Definition 5.3.10. Proof by Universal Generalization.
Universal Generalization is used for many proofs of mathematical formulas, but most less formal proofs don't state that it is used. In a proof using Universal Generalization, we pick an arbitrary value from the universe and show that the statement is true. The catch is the value must be arbitrary, showing a formula works for a particular value cannot be generalized to all values in the universe.
Example 5.3.11. A proof using Universal Generalization..
Prove if an integer \(x\) is even then \(x^2\) is even.
The statement to be proven can be rewritten more formally as \((\forall x)(p(x) \rightarrow p(x^2))\text{,}\) where \(p(x)\) is the statement \(x\) is even. A formal proof would proceed as follows:
\((\forall x)(p(x) \rightarrow p(x^2)) \) Premise
\((p(c) \rightarrow p(c^2))\) Universal Instantiation to arbitrary integer \(c\)

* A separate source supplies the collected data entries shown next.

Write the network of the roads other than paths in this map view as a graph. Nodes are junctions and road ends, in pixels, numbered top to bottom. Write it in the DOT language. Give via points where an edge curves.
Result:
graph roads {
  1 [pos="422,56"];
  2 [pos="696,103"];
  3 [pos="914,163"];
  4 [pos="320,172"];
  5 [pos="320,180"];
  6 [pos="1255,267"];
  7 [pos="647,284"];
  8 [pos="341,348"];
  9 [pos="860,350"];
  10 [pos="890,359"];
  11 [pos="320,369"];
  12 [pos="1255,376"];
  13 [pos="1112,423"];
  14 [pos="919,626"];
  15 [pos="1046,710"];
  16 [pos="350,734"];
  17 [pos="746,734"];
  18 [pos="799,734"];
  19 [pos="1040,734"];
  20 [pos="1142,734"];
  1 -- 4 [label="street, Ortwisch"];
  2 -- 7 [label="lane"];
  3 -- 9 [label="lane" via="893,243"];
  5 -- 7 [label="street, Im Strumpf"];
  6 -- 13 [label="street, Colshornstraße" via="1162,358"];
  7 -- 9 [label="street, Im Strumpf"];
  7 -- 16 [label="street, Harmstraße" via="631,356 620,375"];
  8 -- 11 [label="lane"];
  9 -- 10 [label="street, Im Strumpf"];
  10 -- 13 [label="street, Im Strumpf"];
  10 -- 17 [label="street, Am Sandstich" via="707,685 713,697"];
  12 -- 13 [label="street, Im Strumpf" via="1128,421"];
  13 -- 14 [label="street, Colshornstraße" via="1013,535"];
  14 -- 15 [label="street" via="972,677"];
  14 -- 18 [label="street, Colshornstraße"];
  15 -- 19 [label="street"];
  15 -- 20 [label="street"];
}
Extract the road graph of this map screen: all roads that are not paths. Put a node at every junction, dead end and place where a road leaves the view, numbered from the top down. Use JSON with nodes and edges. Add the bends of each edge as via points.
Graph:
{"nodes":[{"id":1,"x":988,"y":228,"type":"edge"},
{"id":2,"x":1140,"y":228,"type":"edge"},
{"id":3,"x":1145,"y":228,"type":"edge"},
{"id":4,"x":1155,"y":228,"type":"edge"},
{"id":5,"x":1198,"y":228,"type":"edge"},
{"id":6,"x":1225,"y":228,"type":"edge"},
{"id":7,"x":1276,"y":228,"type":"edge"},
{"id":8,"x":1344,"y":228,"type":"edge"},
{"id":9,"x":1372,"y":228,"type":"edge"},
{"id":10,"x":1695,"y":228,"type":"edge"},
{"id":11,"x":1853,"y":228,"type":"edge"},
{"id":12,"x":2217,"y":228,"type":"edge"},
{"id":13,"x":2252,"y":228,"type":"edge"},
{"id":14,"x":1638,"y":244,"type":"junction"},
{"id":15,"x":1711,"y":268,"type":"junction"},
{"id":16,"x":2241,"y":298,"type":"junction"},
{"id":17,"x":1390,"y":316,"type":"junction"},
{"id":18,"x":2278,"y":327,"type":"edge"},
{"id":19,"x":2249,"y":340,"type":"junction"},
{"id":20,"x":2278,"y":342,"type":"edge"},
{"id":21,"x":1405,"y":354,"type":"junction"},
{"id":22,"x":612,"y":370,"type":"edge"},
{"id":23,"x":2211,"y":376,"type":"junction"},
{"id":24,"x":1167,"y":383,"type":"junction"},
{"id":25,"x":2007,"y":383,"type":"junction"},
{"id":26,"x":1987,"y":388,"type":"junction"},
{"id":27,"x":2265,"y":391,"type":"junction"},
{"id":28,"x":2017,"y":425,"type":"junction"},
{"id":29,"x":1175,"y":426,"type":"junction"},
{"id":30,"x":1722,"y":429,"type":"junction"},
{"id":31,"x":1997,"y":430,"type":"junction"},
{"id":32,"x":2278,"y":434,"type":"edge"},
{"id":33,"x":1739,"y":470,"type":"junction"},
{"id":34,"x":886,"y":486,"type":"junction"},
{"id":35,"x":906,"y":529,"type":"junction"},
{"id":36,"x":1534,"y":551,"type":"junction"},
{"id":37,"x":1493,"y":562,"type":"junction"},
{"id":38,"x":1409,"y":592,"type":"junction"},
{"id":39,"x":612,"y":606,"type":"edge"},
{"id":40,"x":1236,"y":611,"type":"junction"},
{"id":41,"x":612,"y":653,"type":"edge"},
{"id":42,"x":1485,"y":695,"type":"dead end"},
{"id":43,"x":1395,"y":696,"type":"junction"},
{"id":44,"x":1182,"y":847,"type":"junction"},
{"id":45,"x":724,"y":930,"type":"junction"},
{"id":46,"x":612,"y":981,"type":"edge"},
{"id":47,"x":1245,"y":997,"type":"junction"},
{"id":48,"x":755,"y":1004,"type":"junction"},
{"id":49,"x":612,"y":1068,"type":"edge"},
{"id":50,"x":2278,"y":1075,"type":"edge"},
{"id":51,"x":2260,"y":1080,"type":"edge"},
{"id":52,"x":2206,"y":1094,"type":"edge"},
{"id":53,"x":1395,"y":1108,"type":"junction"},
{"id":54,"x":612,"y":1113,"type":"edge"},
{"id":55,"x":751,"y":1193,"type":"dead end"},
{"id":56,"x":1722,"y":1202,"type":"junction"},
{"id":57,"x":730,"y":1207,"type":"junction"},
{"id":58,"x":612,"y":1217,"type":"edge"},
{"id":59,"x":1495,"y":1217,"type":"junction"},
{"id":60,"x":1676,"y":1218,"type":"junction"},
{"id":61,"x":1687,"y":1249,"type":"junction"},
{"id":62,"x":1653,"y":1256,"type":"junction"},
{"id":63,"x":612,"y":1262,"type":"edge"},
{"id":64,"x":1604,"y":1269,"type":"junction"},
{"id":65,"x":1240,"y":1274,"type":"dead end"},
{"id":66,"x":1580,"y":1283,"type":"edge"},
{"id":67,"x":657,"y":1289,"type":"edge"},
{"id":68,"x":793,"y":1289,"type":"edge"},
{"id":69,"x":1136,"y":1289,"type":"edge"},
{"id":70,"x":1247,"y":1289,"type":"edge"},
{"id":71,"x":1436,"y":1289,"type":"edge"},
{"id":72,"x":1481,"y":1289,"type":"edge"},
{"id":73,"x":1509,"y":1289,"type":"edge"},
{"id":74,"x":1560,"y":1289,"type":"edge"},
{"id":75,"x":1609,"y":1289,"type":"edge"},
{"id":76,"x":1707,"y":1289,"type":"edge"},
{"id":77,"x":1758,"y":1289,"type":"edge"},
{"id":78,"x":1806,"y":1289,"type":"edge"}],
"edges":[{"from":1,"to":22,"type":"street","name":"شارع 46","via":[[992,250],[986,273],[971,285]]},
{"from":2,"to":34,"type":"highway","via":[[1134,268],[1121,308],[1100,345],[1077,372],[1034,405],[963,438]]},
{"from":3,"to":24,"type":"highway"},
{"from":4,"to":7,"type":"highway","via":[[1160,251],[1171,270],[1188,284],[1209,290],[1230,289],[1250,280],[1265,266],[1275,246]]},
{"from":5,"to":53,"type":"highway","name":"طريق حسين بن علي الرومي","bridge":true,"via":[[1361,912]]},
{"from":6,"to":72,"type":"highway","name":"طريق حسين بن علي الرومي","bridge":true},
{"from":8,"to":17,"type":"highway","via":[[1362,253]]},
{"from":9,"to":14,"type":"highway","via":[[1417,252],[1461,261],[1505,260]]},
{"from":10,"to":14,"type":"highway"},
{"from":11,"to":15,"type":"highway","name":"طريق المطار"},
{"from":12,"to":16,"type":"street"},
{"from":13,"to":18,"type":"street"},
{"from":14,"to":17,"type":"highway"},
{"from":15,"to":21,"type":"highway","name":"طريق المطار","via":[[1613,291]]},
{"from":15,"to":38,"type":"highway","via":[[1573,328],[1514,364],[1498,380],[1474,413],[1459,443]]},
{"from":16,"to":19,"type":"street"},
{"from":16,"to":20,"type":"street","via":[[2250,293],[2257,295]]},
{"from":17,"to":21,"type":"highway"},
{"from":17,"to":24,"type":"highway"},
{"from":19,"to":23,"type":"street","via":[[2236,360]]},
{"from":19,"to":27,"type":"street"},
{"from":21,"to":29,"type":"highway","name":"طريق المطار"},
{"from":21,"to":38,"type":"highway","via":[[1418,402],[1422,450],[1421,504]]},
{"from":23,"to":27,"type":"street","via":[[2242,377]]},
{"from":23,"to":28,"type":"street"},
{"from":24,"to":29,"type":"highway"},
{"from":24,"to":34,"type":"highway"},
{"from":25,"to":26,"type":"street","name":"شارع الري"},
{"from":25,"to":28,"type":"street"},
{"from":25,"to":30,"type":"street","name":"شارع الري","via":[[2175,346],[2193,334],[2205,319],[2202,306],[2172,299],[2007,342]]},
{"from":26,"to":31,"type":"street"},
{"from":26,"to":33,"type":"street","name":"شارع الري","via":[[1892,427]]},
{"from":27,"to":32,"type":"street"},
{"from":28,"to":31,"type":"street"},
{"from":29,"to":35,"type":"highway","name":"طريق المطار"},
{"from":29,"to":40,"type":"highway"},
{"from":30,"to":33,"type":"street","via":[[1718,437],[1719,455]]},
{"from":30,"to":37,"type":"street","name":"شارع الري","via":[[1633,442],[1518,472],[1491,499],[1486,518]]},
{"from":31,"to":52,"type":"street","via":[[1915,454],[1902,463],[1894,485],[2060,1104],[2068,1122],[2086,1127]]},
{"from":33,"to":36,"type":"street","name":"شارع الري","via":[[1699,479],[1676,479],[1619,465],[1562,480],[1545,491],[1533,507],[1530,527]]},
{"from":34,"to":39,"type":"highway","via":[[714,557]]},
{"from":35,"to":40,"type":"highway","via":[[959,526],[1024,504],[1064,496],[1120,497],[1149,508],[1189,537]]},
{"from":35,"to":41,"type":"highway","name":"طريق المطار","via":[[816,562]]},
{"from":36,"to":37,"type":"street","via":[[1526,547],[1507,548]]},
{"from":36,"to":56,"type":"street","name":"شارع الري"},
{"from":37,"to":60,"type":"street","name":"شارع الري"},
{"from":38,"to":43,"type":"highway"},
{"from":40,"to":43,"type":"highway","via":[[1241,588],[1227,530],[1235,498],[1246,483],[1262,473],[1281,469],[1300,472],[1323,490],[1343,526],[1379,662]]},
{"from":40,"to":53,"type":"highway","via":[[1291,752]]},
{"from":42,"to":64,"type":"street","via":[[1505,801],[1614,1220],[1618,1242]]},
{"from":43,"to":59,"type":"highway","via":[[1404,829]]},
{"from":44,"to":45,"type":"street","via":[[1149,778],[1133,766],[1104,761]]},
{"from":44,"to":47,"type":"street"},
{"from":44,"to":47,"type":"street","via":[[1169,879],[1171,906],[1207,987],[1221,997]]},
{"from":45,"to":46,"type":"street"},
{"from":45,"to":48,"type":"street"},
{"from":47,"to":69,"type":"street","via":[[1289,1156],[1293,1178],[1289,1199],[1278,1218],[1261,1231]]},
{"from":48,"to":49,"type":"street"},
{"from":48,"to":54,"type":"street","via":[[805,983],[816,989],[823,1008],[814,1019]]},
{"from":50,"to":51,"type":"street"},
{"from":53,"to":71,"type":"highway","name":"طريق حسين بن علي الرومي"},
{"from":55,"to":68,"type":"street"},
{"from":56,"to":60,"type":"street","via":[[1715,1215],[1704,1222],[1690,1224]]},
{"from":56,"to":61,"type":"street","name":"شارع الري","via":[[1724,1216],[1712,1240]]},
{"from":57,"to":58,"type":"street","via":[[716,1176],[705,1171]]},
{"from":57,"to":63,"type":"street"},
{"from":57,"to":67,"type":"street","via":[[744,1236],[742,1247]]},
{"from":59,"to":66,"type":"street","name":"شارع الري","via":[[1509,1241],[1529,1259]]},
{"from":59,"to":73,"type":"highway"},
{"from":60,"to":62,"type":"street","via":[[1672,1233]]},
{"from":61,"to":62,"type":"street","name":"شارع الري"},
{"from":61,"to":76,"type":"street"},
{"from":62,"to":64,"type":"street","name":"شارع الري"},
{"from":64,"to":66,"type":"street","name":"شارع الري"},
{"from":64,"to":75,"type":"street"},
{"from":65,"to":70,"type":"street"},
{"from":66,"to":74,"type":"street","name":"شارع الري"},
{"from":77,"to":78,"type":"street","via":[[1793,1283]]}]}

\(p(c)\) Assume hypothesis is true.
\(c = 2k\text{,}\) for some integer \(k\text{.}\) Definition of even integer.
\(c^2 = (2k)^2 = 2(2k^2)\) \(c^2\) is also even.
\(p(c^2)\) is true.
\(\therefore (\forall x)(p(x) \rightarrow p(x^2))\) Universal Generalization.
Exercises 5.3.2 Exercises for Section 5.3
¶1.
Translate the following argument and prove or disprove that it is valid.
Every student likes either soccer or basketball.
There is at least one student who does not like basketball.
For each student, the student does not like soccer or likes baseball.
All students who like volleyball do not like baseball.
Therefore, there exists a student who does not like volleyball.
Assume that the universe of discourse is the set of all students. Let:
\(p(x)\) denote "A student x likes soccer".
\(q(x)\) denote "A student x likes basketball".
\(r(x)\) denote "A student x likes baseball".
\(s(x)\) denote "A student x likes volleyball".
The given argument is translated as follows.
\((\forall x) (p(x) \lor q(x))\)
\((\exists x) (\neg q(x))\)
\((\forall x) (\neg p(x) \lor r(x))\)
\((\forall x) (s(x) \rightarrow \neg r(x))\)
Therefore, \((\exists x) (\neg s(x))\)
Proof:
\((\exists x) (\neg q(x))\) Premise 2
\(\neg q(c)\) Existential Instantiation (1)
\((\forall x) (p(x) \lor q(x))\) Premise 1
\((p(c) \lor q(c))\) Universal Instantiation (3). Since UI we can let it be same element as (2)
\(p(c) \) Disjunctive Syllogism (2,4)
\((\forall x) (\neg p(x) \lor r(x))\) Premise 3
\((\neg p(c) \lor r(c))\) UI (6)
\(r(c)\) Disjunctive Syllogism (5,7)
\((\forall x) (s(x) \rightarrow \neg r(x))\) Premise 4
\((s(c) \rightarrow \neg r(c))\) UI (9)
\(\neg s(c)\) Indirect Reasoning (8, 10)
\(\therefore (\exists x) (\neg s(x))\) Existential Generalization (11)
2.
Prove that \((\exists x)(\forall y)(p(x, y)) \Rightarrow (\forall y)(\exists x)(p(x, y))\text{,}\) but that converse is not true.